Measure construct: The concept to be measured, e.g., adverse health events or access to preventive health services. Constructs are expressed in abstract, not quantitative, terms.
Measure databases: A searchable collection of quantitative measures from a variety of sources, possibly organized by topic or developer, such as the National Quality Measures Clearinghouse™ or the National Inventory of Mental Health Quality Measures.
Measure scan: A systematic examination across the universe of measures for a defined topic, to identify and document those with particular characteristics.
Measure set: A defined group of related measures, either derived from the same data source (e.g., OASIS measure set) or related to the same construct (e.g., Recommended Performance Measures for the Integrated Care Program or the Hermann Core Measure Set for mental health services).
Metric: Refer to "measure."
Performance measure: A generic term used to describe a numeric measure reporting on organizational activities and results.
Quality measure: Quantitative measure designed to assess a dimension of quality. Quality measures generally include the following: a descriptive statement (e.g., consumer satisfaction with primary provider); a list of the data elements needed for measure calculation and reporting; detailed specifications for data collection (including source); the relevant population; the timing of data collection and reporting; the analytic models; and the format for presenting results. Sometimes measures may include thresholds, standards, or other benchmarks.20,21 For examples, refer to the .
Subdomain: A subset of related concepts within a domain.

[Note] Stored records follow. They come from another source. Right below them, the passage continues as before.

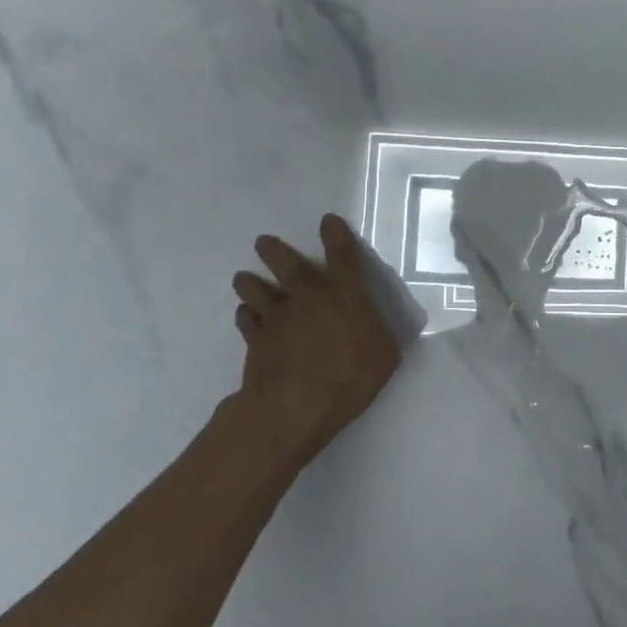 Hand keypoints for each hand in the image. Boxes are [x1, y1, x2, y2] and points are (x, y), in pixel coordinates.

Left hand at [230, 215, 404, 471]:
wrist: (294, 405)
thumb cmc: (349, 378)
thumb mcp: (384, 357)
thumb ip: (379, 336)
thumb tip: (375, 329)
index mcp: (344, 297)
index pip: (343, 258)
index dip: (336, 236)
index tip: (327, 220)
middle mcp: (308, 299)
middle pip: (288, 266)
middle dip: (275, 251)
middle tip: (262, 241)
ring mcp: (277, 320)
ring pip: (257, 292)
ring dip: (250, 283)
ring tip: (242, 277)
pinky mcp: (255, 343)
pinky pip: (246, 323)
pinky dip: (245, 317)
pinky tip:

Survey: A method of gathering information from (or about) a sample of individuals. Surveys gather information from only a portion of a population of interest, in order to obtain a composite profile of the entire population. Standardized procedures are used for data collection so that every individual is asked the same questions in essentially the same way. Ideally, the sample is not selected haphazardly or through self-selection. It is chosen scientifically so that each person in the population will have a measurable probability of selection. This plan allows results to be reliably projected from the sample to the larger population.22 Modes of data collection can include telephone or in-person administration, as well as mail or electronic self-report; each has its advantages and disadvantages.
Survey instrument: A set of written questions used to collect data about a sample. Survey instruments typically include the response categories for the questions and instructions for standardized data collection. Survey instruments can be paper or in electronic form.
Survey tool: A compilation of forms, materials, and procedures used to collect and report data about a sample using standardized data collection and reporting procedures. At a minimum, a survey tool includes a survey instrument and detailed data collection instructions. It may also include sampling procedures and forms, materials for tracking data collection progress, letters of introduction, informed consent forms, sampling and statistical software, methods for risk adjustment or standardization, instructions on how to transmit data for processing and public reporting, and copies of the materials in alternate languages, among other materials.
Tool: A Web site, database, report, fact sheet, guide, compilation of materials, or other mechanism designed to assist the user.